I felt the whole range of emotions and allowed myself to truly lean on those around me as I rode the roller coaster.

As soon as I did that I was met with overwhelming support. I realised that I had a whole tribe of incredible people around me that I had been pushing away for months.

Our wedding was beautiful and wonderful. 

Amongst dozens of highlights, both my husband and I agree that the best bit was watching our favourite people come together to make miracles happen for us and truly opening ourselves up - for the first time - to the love that they were so ready and willing to give.

My only regret is that I didn’t give myself the chance to experience that love earlier.

So, as I sit here now reflecting on all of this, I now know why I felt so incredibly annoyed when my two best friends told me how they just ‘weren’t going to subscribe to stress’ for their wedding. 
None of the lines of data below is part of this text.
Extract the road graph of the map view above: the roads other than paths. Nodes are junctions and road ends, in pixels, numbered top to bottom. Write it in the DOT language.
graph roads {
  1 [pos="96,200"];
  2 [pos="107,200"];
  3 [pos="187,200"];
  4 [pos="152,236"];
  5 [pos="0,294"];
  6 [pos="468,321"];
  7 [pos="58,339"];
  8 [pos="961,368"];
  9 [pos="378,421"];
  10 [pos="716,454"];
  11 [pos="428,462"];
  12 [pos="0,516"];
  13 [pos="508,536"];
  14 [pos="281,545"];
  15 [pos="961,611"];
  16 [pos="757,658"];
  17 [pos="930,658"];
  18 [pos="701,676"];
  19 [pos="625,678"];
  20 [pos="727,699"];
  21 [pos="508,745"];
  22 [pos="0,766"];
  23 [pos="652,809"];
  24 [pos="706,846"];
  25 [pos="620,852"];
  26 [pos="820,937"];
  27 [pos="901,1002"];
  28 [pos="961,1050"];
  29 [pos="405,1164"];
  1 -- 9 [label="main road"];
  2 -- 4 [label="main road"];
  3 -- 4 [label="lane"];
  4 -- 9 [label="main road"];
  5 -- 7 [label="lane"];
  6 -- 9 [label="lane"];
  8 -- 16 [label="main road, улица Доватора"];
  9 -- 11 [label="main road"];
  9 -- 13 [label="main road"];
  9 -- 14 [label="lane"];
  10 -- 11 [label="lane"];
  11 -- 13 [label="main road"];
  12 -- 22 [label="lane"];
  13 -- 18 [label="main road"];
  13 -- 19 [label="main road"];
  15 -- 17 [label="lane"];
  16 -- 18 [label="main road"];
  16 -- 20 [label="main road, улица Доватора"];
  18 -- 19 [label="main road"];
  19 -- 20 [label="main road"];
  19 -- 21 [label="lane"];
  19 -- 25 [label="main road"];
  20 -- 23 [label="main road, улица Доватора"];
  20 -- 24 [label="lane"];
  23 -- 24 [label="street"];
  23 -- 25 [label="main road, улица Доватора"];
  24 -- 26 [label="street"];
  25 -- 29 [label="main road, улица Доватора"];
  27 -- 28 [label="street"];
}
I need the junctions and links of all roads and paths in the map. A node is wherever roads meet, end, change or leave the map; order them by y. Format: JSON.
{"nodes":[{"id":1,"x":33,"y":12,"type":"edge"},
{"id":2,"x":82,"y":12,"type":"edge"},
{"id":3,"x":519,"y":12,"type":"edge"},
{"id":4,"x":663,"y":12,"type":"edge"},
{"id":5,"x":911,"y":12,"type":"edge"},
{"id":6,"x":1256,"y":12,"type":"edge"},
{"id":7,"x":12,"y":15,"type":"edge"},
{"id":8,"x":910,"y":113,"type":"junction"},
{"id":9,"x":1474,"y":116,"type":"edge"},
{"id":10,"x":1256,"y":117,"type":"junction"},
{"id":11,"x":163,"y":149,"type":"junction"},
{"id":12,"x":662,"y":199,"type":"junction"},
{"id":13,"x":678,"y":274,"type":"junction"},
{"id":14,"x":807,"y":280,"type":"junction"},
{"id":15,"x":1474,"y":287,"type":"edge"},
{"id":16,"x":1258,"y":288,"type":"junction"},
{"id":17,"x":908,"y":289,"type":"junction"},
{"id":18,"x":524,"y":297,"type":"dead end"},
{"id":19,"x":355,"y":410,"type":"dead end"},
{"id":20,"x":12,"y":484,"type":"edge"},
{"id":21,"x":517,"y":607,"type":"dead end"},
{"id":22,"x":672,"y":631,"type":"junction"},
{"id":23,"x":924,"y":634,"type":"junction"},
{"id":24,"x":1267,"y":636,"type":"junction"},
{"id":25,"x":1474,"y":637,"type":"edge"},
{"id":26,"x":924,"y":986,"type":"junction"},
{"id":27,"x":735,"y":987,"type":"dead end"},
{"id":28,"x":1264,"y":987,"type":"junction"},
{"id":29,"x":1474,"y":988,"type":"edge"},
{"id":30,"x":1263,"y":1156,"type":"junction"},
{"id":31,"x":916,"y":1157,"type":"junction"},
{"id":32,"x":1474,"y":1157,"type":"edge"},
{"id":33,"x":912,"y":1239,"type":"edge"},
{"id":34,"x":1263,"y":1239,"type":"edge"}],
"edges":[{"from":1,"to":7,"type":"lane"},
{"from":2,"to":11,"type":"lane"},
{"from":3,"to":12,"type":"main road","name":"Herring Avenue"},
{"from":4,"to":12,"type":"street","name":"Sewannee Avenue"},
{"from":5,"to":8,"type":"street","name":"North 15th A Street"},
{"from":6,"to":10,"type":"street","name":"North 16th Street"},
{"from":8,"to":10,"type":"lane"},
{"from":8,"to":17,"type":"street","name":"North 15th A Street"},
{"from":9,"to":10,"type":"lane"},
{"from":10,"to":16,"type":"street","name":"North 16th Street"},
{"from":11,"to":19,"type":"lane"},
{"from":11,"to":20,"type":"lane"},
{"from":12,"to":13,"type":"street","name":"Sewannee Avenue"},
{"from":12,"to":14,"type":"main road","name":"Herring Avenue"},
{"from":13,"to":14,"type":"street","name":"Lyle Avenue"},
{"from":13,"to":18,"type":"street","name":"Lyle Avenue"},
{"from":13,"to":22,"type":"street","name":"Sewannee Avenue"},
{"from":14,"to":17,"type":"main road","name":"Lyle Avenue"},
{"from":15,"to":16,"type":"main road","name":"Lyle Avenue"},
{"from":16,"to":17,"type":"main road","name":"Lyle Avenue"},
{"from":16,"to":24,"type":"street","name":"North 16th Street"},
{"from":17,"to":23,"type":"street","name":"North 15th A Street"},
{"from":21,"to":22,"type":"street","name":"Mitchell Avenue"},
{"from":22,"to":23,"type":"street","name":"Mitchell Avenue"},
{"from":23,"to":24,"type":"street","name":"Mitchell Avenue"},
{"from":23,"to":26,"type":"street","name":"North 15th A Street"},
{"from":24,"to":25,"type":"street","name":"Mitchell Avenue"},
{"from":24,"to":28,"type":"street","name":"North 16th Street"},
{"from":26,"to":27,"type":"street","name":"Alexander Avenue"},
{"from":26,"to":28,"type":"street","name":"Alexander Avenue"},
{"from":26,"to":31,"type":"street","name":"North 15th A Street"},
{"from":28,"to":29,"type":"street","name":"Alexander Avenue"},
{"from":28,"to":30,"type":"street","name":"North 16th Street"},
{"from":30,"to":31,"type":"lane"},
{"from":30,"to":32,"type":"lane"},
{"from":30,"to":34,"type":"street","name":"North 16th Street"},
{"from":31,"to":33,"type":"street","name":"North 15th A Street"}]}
It felt like I had been catapulted back three years and had the chance to restart. 

But, because I didn’t yet understand my own emotions, my reaction in the moment was bad. It was really bad.

I instinctively knew that I wanted to save them but I just didn’t know quite what from just yet. So I began hopelessly word vomiting in an attempt to communicate feelings that I didn’t yet understand myself. Phrases like, “I don’t want to be that guy” and “If I can just give you one piece of advice” started falling out of my mouth. It was unhelpful and a bit of a downer.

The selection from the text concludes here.